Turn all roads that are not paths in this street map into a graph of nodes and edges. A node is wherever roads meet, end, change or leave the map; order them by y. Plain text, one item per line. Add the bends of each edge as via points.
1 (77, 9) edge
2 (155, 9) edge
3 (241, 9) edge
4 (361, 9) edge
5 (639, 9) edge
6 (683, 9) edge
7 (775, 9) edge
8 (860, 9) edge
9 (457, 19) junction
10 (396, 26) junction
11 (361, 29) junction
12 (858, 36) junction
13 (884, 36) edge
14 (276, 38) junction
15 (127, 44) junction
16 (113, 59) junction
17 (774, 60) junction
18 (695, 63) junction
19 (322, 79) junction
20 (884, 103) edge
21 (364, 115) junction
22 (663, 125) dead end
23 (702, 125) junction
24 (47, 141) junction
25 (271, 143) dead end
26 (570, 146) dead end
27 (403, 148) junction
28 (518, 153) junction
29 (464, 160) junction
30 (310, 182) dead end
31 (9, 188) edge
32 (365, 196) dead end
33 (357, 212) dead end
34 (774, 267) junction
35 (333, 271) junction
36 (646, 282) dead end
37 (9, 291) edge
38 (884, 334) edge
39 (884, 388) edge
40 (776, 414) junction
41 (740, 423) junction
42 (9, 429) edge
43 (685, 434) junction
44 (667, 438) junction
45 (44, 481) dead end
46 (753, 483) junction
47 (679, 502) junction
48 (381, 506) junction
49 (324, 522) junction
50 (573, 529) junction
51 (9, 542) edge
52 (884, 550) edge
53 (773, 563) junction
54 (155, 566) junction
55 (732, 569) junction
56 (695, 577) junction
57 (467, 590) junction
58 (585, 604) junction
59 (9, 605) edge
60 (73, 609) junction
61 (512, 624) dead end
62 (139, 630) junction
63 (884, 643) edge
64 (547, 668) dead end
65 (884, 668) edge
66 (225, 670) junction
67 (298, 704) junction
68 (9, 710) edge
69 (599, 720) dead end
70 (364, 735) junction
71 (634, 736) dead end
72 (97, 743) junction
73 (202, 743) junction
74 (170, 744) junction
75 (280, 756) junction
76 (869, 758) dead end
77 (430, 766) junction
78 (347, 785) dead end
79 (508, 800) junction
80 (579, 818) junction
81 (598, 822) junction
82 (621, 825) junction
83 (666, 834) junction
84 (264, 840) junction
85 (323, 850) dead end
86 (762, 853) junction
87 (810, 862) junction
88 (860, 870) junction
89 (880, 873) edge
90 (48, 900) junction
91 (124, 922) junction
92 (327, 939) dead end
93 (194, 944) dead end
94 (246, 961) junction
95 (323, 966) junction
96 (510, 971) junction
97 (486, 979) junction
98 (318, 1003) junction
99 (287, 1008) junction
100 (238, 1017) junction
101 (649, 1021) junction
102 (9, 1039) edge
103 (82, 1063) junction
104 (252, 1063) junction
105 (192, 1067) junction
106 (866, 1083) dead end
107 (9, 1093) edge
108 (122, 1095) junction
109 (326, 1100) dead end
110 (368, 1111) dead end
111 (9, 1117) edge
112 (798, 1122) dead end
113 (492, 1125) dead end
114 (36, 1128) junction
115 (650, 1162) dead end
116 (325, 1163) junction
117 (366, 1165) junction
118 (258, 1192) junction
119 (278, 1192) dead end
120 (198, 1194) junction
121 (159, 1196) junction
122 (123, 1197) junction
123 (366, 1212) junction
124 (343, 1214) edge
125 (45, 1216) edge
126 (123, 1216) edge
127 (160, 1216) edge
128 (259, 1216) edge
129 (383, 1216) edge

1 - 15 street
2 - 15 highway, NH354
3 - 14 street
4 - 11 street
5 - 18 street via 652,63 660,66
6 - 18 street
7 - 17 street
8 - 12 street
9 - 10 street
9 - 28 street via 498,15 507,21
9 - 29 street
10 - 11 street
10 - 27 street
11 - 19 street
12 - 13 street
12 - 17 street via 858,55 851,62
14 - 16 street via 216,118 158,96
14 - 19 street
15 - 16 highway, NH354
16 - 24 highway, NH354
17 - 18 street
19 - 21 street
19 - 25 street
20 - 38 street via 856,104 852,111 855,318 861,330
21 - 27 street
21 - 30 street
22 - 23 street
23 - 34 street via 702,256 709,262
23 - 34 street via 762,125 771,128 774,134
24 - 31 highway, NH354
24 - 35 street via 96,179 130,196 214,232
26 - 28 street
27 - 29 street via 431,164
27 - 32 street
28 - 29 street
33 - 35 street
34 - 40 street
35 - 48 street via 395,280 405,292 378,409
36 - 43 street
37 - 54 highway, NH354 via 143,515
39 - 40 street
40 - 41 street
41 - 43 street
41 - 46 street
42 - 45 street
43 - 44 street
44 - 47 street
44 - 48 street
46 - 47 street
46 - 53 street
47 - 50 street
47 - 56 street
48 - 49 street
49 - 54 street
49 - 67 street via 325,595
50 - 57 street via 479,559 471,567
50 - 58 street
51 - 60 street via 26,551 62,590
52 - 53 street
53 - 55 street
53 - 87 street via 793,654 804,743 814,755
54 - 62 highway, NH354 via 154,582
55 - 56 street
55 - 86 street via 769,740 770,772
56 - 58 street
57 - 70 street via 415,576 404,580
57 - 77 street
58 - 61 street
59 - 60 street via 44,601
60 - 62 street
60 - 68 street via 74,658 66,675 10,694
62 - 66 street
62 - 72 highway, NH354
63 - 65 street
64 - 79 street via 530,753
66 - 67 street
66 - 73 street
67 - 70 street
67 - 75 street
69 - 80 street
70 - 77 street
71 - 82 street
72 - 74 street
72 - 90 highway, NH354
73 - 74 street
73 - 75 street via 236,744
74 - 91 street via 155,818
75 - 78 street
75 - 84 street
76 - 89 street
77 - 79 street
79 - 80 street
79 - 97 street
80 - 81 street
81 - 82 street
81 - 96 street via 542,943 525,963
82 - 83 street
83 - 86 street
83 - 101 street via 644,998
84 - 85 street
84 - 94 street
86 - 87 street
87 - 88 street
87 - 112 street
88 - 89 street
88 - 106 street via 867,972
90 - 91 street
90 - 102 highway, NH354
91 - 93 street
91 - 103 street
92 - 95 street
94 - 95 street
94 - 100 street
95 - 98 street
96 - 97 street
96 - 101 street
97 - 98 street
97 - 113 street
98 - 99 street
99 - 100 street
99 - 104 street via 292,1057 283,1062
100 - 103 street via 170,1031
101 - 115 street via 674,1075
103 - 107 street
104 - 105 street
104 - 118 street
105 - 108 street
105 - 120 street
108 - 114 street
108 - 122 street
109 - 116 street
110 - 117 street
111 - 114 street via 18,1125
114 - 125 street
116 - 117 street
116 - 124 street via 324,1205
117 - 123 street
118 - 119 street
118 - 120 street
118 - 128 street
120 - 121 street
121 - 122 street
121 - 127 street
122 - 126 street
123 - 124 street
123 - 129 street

******************************

▸ WORK REQUEST:
Where the word "highway" occurs in a line of the records, copy that line.

▸ RESPONSE FOR THIS EXERCISE:
2 - 15 highway, NH354
15 - 16 highway, NH354
16 - 24 highway, NH354
24 - 31 highway, NH354
37 - 54 highway, NH354 via 143,515
54 - 62 highway, NH354 via 154,582
62 - 72 highway, NH354
72 - 90 highway, NH354
90 - 102 highway, NH354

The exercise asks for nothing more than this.